== Segment start ==

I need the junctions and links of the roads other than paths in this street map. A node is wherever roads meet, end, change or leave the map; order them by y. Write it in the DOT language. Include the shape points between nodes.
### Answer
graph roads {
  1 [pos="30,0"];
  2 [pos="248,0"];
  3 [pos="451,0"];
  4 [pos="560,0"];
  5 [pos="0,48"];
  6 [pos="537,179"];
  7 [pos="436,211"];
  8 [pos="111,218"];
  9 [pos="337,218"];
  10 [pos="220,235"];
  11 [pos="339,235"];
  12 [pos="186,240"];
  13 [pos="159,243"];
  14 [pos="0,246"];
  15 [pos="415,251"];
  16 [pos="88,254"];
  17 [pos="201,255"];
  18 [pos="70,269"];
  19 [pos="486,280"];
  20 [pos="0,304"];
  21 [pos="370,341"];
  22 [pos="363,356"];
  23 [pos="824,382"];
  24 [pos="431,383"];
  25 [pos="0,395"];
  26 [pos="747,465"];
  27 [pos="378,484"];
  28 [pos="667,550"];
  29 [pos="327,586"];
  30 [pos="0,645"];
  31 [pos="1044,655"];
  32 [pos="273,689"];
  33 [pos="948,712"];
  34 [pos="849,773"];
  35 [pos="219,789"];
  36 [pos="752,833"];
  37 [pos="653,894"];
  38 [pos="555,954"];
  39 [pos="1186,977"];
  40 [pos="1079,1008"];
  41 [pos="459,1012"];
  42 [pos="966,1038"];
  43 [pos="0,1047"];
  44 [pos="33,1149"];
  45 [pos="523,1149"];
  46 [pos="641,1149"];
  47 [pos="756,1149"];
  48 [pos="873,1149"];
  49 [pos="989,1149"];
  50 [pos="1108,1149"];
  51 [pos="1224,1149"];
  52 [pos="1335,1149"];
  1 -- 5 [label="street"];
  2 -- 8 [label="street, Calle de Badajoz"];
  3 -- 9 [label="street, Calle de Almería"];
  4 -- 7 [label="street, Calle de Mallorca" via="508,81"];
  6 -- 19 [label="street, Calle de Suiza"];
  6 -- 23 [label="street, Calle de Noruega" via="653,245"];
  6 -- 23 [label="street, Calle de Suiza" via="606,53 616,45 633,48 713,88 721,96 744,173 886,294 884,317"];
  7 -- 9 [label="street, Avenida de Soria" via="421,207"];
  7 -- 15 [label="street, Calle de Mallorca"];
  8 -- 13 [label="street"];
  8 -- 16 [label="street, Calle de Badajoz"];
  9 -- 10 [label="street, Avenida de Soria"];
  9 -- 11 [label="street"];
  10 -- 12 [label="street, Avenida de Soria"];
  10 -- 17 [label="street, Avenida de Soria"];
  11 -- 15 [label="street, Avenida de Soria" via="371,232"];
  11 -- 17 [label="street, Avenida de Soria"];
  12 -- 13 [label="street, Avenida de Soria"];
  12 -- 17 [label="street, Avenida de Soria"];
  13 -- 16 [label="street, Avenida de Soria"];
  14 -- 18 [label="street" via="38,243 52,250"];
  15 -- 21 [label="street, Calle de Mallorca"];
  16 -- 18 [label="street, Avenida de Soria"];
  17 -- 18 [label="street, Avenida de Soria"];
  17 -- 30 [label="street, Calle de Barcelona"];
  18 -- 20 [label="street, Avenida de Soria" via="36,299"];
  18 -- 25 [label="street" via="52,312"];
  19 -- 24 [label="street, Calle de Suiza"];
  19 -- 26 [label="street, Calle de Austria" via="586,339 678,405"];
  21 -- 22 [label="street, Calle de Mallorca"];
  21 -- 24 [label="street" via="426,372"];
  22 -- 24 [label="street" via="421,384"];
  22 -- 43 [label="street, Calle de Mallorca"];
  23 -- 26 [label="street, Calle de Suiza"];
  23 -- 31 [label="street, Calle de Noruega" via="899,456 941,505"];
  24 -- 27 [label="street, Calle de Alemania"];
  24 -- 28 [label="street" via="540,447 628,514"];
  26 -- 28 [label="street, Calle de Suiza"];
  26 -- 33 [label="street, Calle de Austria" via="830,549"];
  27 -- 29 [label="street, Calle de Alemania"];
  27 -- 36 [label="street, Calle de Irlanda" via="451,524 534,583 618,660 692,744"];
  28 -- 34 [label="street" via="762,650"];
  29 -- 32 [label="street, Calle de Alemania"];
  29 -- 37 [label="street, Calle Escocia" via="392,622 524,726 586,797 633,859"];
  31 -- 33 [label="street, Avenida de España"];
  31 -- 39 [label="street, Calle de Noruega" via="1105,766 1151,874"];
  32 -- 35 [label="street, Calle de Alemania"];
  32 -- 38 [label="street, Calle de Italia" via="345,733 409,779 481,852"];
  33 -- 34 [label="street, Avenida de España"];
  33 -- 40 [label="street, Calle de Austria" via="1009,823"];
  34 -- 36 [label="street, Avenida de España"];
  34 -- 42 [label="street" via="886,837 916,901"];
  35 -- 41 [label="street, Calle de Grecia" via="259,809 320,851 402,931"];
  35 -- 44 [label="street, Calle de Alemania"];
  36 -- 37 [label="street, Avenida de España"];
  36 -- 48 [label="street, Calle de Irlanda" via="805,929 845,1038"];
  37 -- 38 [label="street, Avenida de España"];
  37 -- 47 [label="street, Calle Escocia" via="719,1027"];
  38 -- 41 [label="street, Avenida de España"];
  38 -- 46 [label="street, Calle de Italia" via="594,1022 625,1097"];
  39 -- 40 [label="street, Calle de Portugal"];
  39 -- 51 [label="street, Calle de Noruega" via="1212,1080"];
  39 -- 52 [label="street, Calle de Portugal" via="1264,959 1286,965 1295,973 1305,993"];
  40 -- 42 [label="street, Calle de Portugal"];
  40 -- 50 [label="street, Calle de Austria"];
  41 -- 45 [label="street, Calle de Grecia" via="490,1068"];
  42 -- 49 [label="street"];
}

== Segment end ==

WHAT IS REQUIRED: Please show every line of the records that holds the word "Austria".

OUTPUT BELOW:
  19 -- 26 [label="street, Calle de Austria" via="586,339 678,405"];
  26 -- 33 [label="street, Calle de Austria" via="830,549"];
  33 -- 40 [label="street, Calle de Austria" via="1009,823"];
  40 -- 50 [label="street, Calle de Austria"];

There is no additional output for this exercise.